The Era of Cowardice

By Crispin Sartwell

 

1815-25 was the "Era of Good Feelings." The Gilded Age, the Roaring Twenties, the Sixties: catchy blurbs for little chunks of American history.

      I have a proposal for the name of the period that started 9.11.01: the Age of Cowardice. Democrat or Republican, we gazed upon the world and started clucking like chickens. We put our hands over our hearts and saluted the red, yellow, and blue.

    Instead of "Tippecanoe and Tyler too" or "Brother Can You Spare a Dime?" our era's slogan is "It's a Dangerous World." Or, more succinctly: "Panic." A notable feature of our segment of history is the rise of medication for erectile dysfunction: it's the Levitra decade. We have been unmanned.

     Every impulse of the Bush administration has reeked of fear: fear of the world's people, fear of the American people, fear, above all, of freedom. Whenever George Bush starts talking, the first thing he says is "On September 11, 2001 our country was attacked." He just wants to remind you that it's never too early or too late to panic.

     When people say that we face a choice between freedom and security, they are blaming our freedom for their insecurity. And when they respond to their insecurity with the destruction of our freedom, they are manifesting the fear that characterizes tyrants of every stripe and every period: they will be safe from you when you are broken and enslaved.

      The Bush administration immediately sought unprecedented powers. Then it continuously exceeded those powers, and launched a systematic program of incarceration without due process and widespread torture. They introduced massive programs of surveillance, to the point of trying to watch everyone, all the time.

    It is often said that Ashcroft, Gonzales, Cheney & co. used the fears of the American people in order to expand their own powers, and that much is certainly true. But they also continuously displayed their own fear of the American people and of the world. When the people fear, they acquiesce. When the powerful fear, they oppress.

    The Bush administration insists incessantly that the Iraq invasion was a response to 9.11, and perhaps it was: a kind of swaggering overcompensation for their irremediable vulnerability.  Of course it takes courage to serve in Iraq. But the people whose lives those officials have squandered are not their own.

     The response of the "opposition" party has been, if anything, even more cowardly. Russ Feingold was the only senator of either party who managed to vote against the Patriot Act: the Democrats - and many of the Republicans - who voted for it did so out of fear of the people, and fear for their own political careers, in the immediate aftermath of the attacks.

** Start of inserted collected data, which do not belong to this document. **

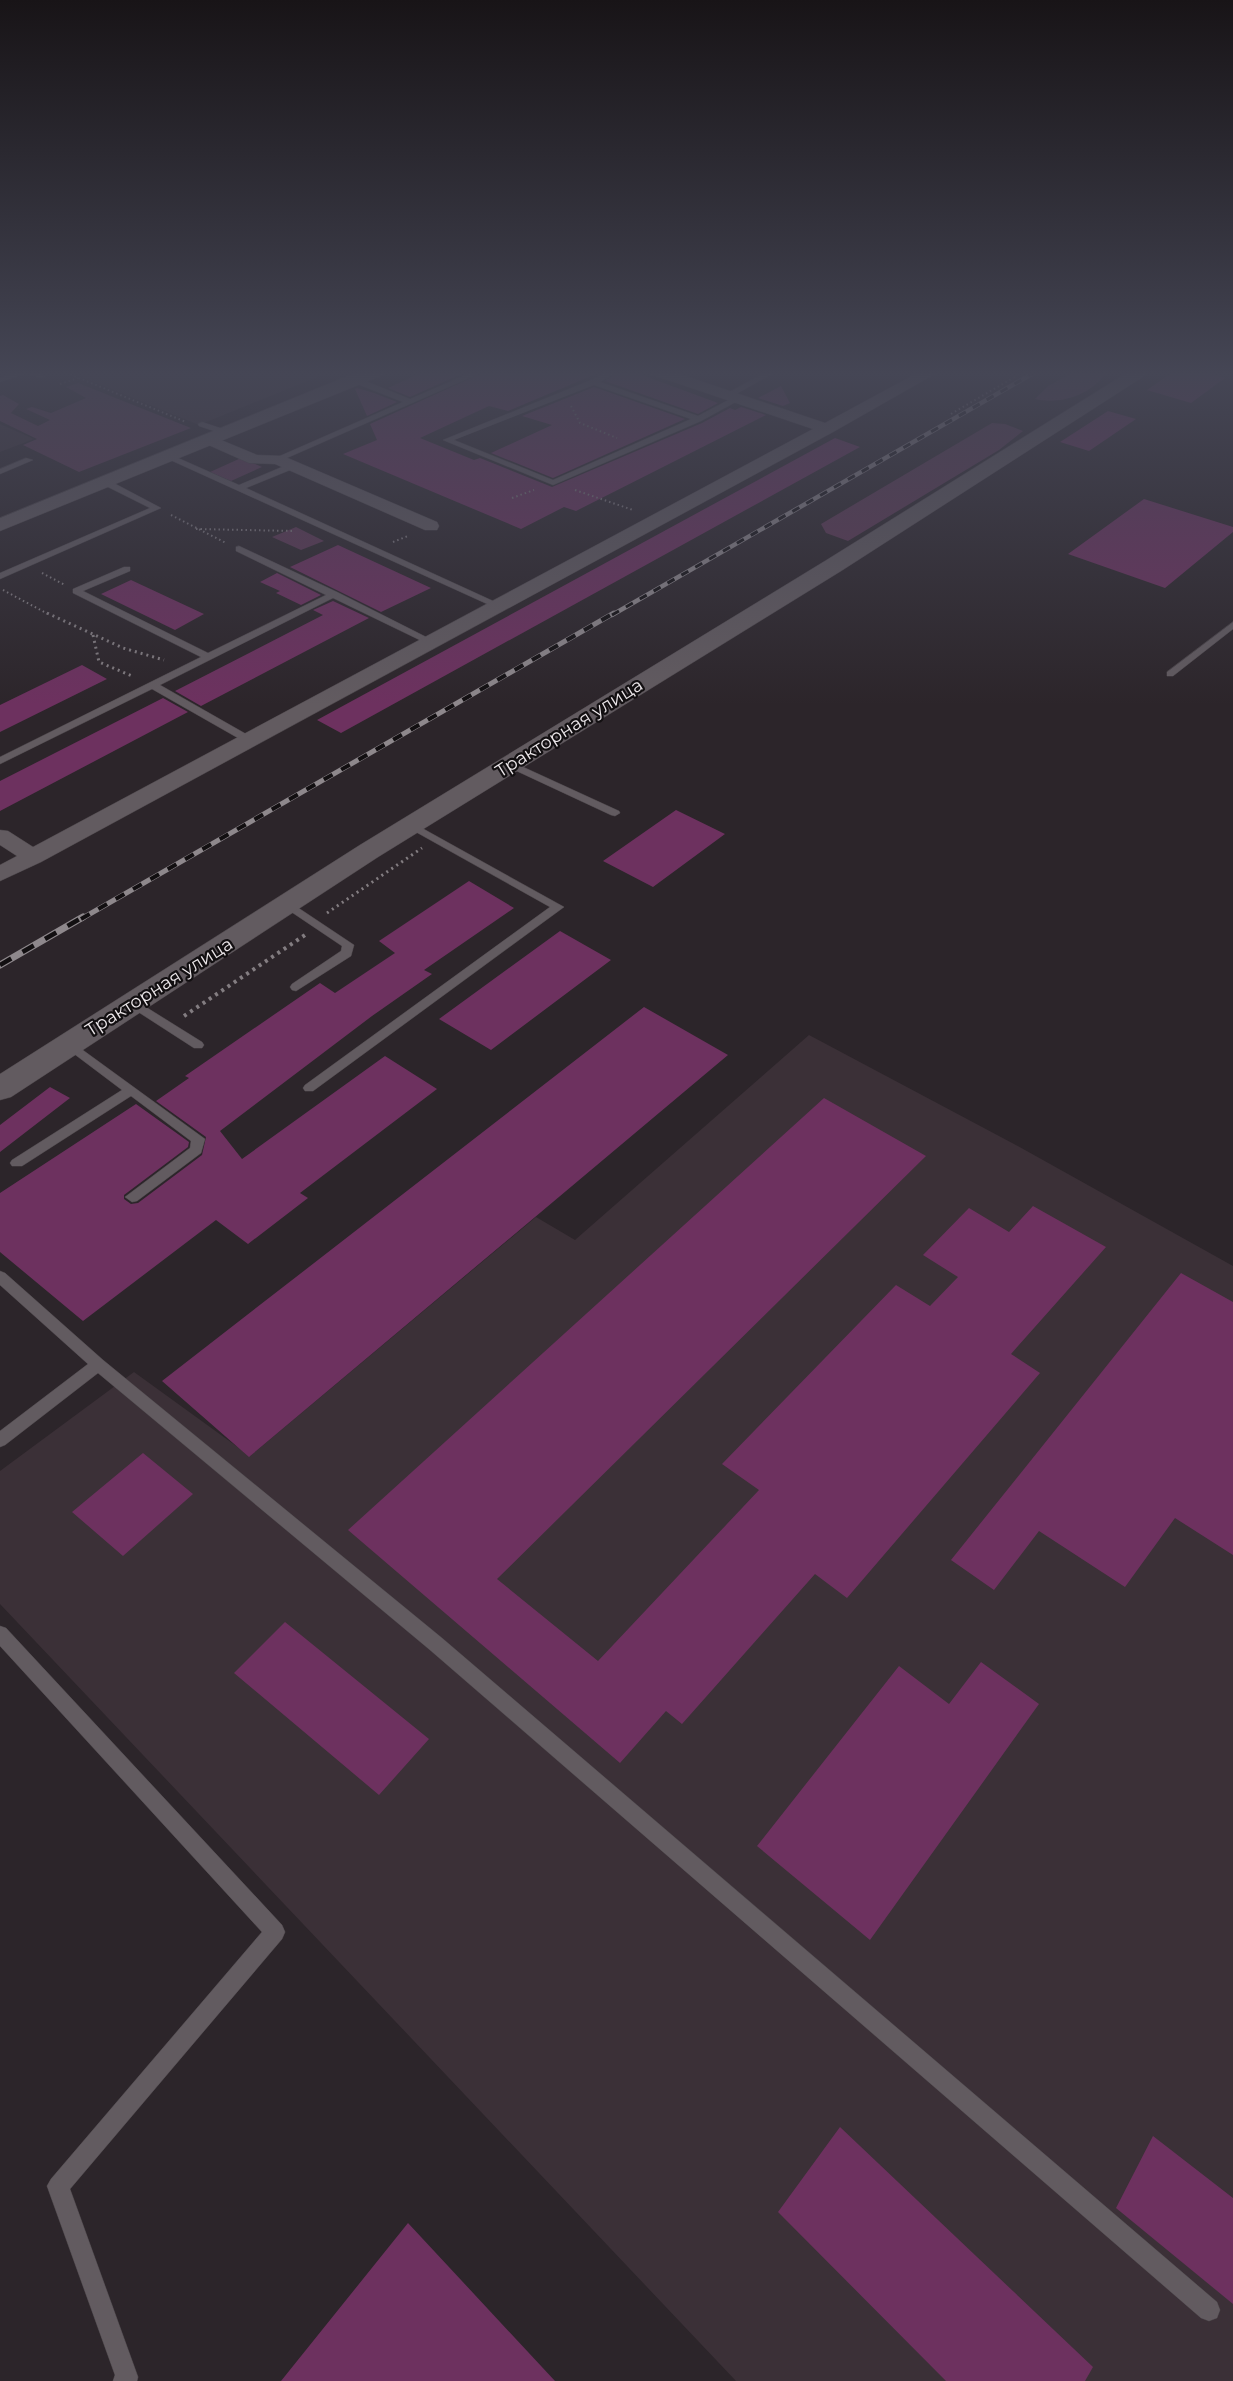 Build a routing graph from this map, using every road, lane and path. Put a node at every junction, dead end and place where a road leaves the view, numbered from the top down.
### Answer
1 (105, 482) joint
2 (226, 482) edge
3 (250, 482) edge
4 (329, 482) edge
5 (728, 482) edge
6 (966, 482) edge
7 (554, 483) edge
8 (239, 488) junction
9 (157, 508) junction
10 (659, 519) junction
11 (0, 525) edge
12 (431, 526) joint
13 (330, 529) junction
14 (196, 530) junction
15 (370, 548) junction
16 (239, 549) joint
17 (26, 564) junction
18 (127, 569) dead end
19 (0, 576) edge
20 (0, 589) edge
21 (76, 591) junction
22 (334, 594) junction
23 (499, 606) junction
24 (1233, 625) edge
25 (92, 634) junction
26 (431, 642) junction
27 (208, 657) junction
28 (191, 666) junction
29 (1170, 674) dead end
30 (153, 685) junction
31 (249, 740) junction
32 (0, 761) edge
33 (510, 764) junction
34 (615, 813) dead end
35 (411, 825) junction
36 (0, 836) edge
37 (435, 839) junction
38 (33, 857) junction
39 (0, 874) edge
40 (288, 905) junction
41 (316, 924) junction
42 (296, 987) dead end
43 (132, 1003) junction
44 (168, 1026) junction
45 (69, 1044) junction
46 (198, 1044) dead end
47 (309, 1088) dead end
48 (0, 1089) edge
49 (131, 1090) junction
50 (17, 1163) dead end
51 (132, 1197) dead end
52 (0, 1277) edge
53 (98, 1364) junction
54 (0, 1440) edge
55 (0, 1634) edge
56 (1209, 2310) dead end
57 (124, 2381) edge

1 - 9 lane
1 - 11 street
2 - 8 lane
3 - 8 lane
4 - 12 street
5 - 10 street
6 - 33 street, Тракторная улица
7 - 10 path
8 - 13 lane
9 - 14 path
9 - 17 lane
10 - 23 street
12 - 15 path
13 - 14 path
13 - 15 lane
14 - 16 path
15 - 23 lane
16 - 22 lane
17 - 19 lane
17 - 21 path
18 - 21 lane
20 - 25 path
21 - 27 lane
22 - 26 lane
22 - 27 lane
23 - 26 street
24 - 29 lane
25 - 28 path
25 - 30 path
26 - 31 street
27 - 28 lane
28 - 30 lane
30 - 31 lane
30 - 32 lane
31 - 38 street
33 - 34 lane
33 - 35 street, Тракторная улица
35 - 37 lane
35 - 40 street, Тракторная улица
36 - 38 street
37 - 41 path
37 - 47 lane
38 - 39 street
40 - 41 lane
40 - 43 street, Тракторная улица
41 - 42 lane
41 - 44 path
43 - 44 lane
43 - 45 street, Тракторная улица
44 - 46 lane
45 - 48 street, Тракторная улица
45 - 49 lane
49 - 50 lane
49 - 51 lane
52 - 53 lane
53 - 54 lane
53 - 56 lane
55 - 57 lane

     The Democrats have not managed to stop a single one of the totalitarian policies of the administration - the secret prisons, the torture, the warrantless surveillance - even when they have expressed some reservations. In cases where they begin in opposition, they end in acquiescence.

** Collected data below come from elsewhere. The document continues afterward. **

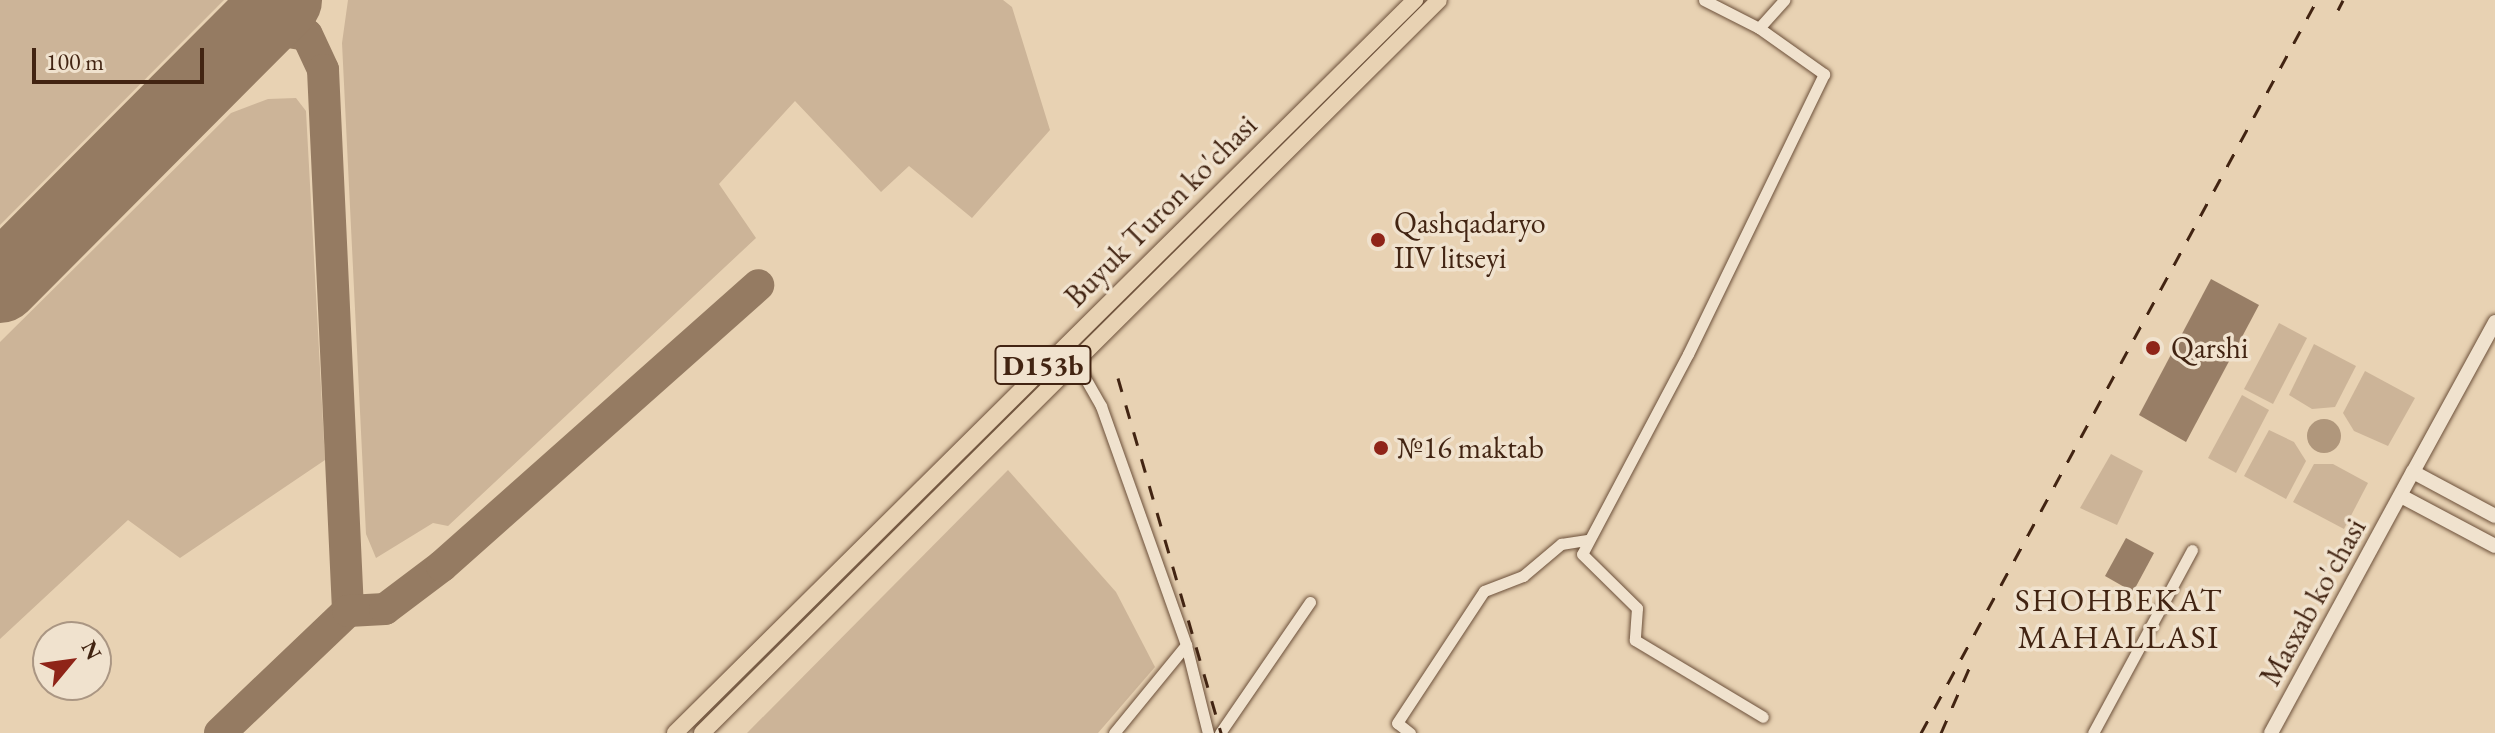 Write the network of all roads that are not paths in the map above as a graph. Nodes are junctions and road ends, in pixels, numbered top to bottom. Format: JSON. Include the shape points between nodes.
{"nodes":[{"id":1,"x":1415,"y":0,"type":"edge"},
{"id":2,"x":1439,"y":0,"type":"edge"},
{"id":3,"x":1704,"y":0,"type":"edge"},
{"id":4,"x":1784,"y":0,"type":"edge"},
{"id":5,"x":1759,"y":28,"type":"junction"},
{"id":6,"x":2495,"y":322,"type":"edge"},
{"id":7,"x":1063,"y":346,"type":"junction"},
{"id":8,"x":1075,"y":359,"type":"junction"},
{"id":9,"x":2413,"y":472,"type":"junction"},
{"id":10,"x":2401,"y":496,"type":"junction"},
{"id":11,"x":2495,"y":516,"type":"edge"},
{"id":12,"x":1586,"y":540,"type":"junction"},
{"id":13,"x":2495,"y":546,"type":"edge"},
{"id":14,"x":2192,"y":550,"type":"dead end"},
{"id":15,"x":1310,"y":602,"type":"dead end"},
{"id":16,"x":1186,"y":645,"type":"junction"},
{"id":17,"x":1763,"y":717,"type":"dead end"},
{"id":18,"x":675,"y":733,"type":"edge"},
{"id":19,"x":702,"y":733,"type":"edge"},
{"id":20,"x":1114,"y":733,"type":"edge"},
{"id":21,"x":1208,"y":733,"type":"edge"},
{"id":22,"x":1220,"y":733,"type":"edge"},
{"id":23,"x":1410,"y":733,"type":"edge"},
{"id":24,"x":2093,"y":733,"type":"edge"},
{"id":25,"x":2271,"y":733,"type":"edge"}],
"edges":[{"from":1,"to":7,"type":"main road","name":"Buyuk Turon ko'chasi","number":"D153b"},
{"from":2,"to":8,"type":"main road","name":"Buyuk Turon ko'chasi","number":"D153b"},
{"from":3,"to":5,"type":"street"},
{"from":4,"to":5,"type":"street"},
{"from":5,"to":12,"type":"street","via":[[1824,74],[1688,354]]},
{"from":6,"to":9,"type":"main road"},
{"from":7,"to":8,"type":"street"},
{"from":7,"to":18,"type":"main road","name":"Buyuk Turon ko'chasi","number":"D153b"},
{"from":8,"to":16,"type":"street","via":[[1093,384]]},
{"from":8,"to":19,"type":"main road","name":"Buyuk Turon ko'chasi","number":"D153b"},
{"from":9,"to":10,"type":"main road","name":"Masxab ko'chasi"},
{"from":9,"to":11,"type":"main road"},
{"from":10,"to":13,"type":"main road"},
{"from":10,"to":25,"type":"main road","name":"Masxab ko'chasi"},
{"from":12,"to":17,"type":"street","via":[[1582,554],[1637,608],[1635,640]]},
{"from":12,"to":23,"type":"street","via":[[1561,544],[1523,576],[1484,591],[1397,723]]},
{"from":14,"to":24,"type":"street"},
{"from":15,"to":22,"type":"street"},
{"from":16,"to":20,"type":"street"},
{"from":16,"to":21,"type":"street"}]}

     The next step is a militarization of the borders, represented as an urgent matter of national security, no doubt to stop us from again being subject to attack from Mexico. Remember the Alamo.

      John Kerry and Hillary Clinton on Iraq are emblematic of human beings in the midst of panic: they cannot formulate a single coherent thought, much less a way through or out.

     They endorsed the war at the beginning because they feared for their political careers. They are working their way toward opposition now for the same reasons. They might as well be running around in circles, screaming. In fact, they are.

     Five years is a long time to spend in a freakout. Time to calm down and re-commit ourselves to freedom.